Swiss Scientists Claim Dye-Sensitized Solar Cells Can Achieve up to 30.2% Efficiency
Typical applications of these cells include skylights, greenhouses, or glass facades.
The researchers at Switzerland’s École Polytechnique fédérale de Lausanne (EPFL) claimed to have developed dye-sensitized solar cells (DSCs) with a power conversion efficiency of 15.2% in direct sunlight and up to 30.2% in ambient light conditions.
The history of dye-sensitized solar cells began in the 1990s when Brian O’Regan and Michael Grätzel invented them. Since then, they have been popularly known as “Grätzel cells.”
“Our findings pave the way for facile access to high-performance DSCs and offer promising prospects for applications as power supply and battery replacement for low-power electronic devices that use ambient light as their energy source,” the researchers said.
Dye-sensitized solar cells convert light into electricity through photosensitizers. These dye compounds absorb light and inject electrons into an array of oxide nanocrystals, which are then collected as electric current.
The photosensitizers are attached to the surface of nanocrystalline mesoporous titanium dioxide films, which are saturated with redox-active electrolytes or solid charge-transport material. The design aims to generate electric current by moving electrons from the photosensitizer to an electrical output such as a device or storage unit.
Improvements made to increase efficiency
Recent advancements have improved the performance of DSCs under both sunlight and ambient light conditions. The group of researchers explained that the key to enhancing the efficiency of these cells lies in understanding and controlling the arrangement of dye molecules on the surface of titanium dioxide nanoparticle films that favor the generation of electrical charge.
One method is cosensitization, a chemical manufacturing approach that produces DSCs with two or more dyes with complementary optical absorption. The method combines dyes that can absorb light from across the entire spectrum.
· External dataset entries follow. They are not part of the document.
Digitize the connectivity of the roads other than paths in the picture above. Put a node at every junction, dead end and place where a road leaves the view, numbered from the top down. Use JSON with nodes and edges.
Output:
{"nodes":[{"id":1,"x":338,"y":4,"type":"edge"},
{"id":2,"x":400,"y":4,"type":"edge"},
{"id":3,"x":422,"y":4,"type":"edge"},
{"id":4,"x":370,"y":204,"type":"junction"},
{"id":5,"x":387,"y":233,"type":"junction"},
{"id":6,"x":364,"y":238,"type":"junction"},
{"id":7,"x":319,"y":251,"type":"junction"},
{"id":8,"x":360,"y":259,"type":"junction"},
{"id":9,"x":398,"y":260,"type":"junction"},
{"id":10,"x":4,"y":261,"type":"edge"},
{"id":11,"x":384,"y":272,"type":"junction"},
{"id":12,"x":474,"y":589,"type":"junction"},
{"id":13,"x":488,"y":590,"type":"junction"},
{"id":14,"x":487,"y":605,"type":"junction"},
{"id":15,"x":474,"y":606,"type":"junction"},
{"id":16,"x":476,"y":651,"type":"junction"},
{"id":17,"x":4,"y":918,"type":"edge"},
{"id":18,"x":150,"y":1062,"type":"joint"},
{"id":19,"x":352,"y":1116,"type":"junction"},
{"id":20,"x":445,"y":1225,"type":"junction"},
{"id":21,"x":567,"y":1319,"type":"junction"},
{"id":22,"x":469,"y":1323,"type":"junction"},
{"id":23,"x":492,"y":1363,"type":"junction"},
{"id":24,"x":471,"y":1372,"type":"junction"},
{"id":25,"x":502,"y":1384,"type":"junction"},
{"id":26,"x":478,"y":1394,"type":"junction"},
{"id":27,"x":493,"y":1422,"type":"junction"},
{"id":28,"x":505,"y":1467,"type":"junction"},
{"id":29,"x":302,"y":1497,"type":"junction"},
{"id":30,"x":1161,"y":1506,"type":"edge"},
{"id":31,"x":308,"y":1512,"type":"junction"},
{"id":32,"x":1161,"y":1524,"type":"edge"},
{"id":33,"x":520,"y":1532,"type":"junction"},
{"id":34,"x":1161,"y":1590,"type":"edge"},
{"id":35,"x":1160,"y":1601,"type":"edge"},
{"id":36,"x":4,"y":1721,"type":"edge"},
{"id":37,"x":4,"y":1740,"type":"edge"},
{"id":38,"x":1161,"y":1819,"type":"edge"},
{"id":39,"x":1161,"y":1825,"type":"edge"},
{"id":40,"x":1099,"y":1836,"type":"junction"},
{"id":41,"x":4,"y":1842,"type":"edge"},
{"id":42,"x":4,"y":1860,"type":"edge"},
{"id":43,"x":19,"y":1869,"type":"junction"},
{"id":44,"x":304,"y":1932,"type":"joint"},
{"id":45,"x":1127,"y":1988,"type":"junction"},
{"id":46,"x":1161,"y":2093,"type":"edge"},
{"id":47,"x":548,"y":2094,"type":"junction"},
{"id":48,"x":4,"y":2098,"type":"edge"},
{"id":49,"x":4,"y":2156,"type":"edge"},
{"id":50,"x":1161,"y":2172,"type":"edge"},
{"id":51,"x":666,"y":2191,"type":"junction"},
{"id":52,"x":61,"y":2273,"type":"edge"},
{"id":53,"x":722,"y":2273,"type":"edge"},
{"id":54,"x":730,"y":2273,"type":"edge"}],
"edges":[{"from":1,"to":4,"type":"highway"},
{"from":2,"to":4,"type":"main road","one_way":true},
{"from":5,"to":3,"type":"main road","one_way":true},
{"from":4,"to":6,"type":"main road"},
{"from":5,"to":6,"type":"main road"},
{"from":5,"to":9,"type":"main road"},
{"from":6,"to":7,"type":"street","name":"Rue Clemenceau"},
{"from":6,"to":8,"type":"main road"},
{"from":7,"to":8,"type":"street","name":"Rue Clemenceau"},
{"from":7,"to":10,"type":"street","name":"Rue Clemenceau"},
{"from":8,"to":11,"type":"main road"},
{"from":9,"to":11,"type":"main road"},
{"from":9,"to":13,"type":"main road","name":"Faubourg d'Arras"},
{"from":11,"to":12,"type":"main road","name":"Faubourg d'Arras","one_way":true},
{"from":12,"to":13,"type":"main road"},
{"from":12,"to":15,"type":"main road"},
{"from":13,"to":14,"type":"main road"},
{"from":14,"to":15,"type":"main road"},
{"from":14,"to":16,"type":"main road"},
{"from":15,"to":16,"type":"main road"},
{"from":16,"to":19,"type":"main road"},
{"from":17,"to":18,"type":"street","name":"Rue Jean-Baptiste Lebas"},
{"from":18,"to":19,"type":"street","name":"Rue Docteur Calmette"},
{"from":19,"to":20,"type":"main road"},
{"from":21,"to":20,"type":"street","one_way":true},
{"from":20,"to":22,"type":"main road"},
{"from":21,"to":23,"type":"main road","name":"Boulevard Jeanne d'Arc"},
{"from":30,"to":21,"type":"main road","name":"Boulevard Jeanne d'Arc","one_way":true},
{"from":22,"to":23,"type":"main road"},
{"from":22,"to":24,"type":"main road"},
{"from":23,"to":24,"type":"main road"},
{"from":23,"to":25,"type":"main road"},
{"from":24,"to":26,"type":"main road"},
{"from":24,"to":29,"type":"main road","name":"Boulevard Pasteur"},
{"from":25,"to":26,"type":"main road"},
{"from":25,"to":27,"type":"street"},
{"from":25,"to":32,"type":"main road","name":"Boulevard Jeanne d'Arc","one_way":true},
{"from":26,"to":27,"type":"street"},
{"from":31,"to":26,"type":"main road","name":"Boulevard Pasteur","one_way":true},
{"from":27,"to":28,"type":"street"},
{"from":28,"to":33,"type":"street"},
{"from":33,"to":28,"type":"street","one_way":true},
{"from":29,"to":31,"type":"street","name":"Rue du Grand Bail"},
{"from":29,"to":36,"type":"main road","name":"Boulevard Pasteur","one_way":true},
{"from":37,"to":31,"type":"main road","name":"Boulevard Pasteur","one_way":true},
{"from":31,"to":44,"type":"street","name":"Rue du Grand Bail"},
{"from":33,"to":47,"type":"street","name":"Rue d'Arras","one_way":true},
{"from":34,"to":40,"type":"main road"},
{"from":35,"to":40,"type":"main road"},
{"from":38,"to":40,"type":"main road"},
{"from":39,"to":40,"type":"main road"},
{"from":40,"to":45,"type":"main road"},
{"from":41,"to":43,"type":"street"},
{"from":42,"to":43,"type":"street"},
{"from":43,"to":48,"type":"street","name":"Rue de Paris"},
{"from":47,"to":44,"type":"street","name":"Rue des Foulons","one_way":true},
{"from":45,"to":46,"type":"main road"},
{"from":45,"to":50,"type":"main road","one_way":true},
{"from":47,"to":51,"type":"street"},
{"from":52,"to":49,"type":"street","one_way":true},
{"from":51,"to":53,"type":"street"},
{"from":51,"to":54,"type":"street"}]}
Alternatively, the team identified a way of improving the packing of two newly designed photosensitizer dye molecules to enhance the DSC’s photovoltaic performance by developing a technique in which a monolayer of a hydroxamic acid derivative is pre-adsorbed onto the surface of nanocrystalline mesoporous titanium dioxide. This slows the adsorption of the two sensitizers and enables the formation of a well-ordered and densely packed sensitizer layer on the titanium dioxide surface.
The dye-sensitized solar cells are transparent and can easily be manufactured in assorted colors. Typical applications include skylights, greenhouses, or glass facades. They are also suitable for portable electronic devices because they are lightweight and flexible.
In October, researchers from China, Australia, and Singapore recently used a tube-type industrial plasma-assisted atomic layer deposition (PEALD) method and announced a maximum power conversion efficiency of 22.8% in a 613-Watt tunnel oxide passivated contact (Topcon) module with 60 cells.
EPFL researchers in July, along with CSEM’s Sustainable Energy Centre, claimed to have set two world records by achieving an efficiency of over 30% for perovskite-on-silicon-tandem solar cells. This path-breaking milestone was independently certified by National Renewable Energy Laboratory (NREL).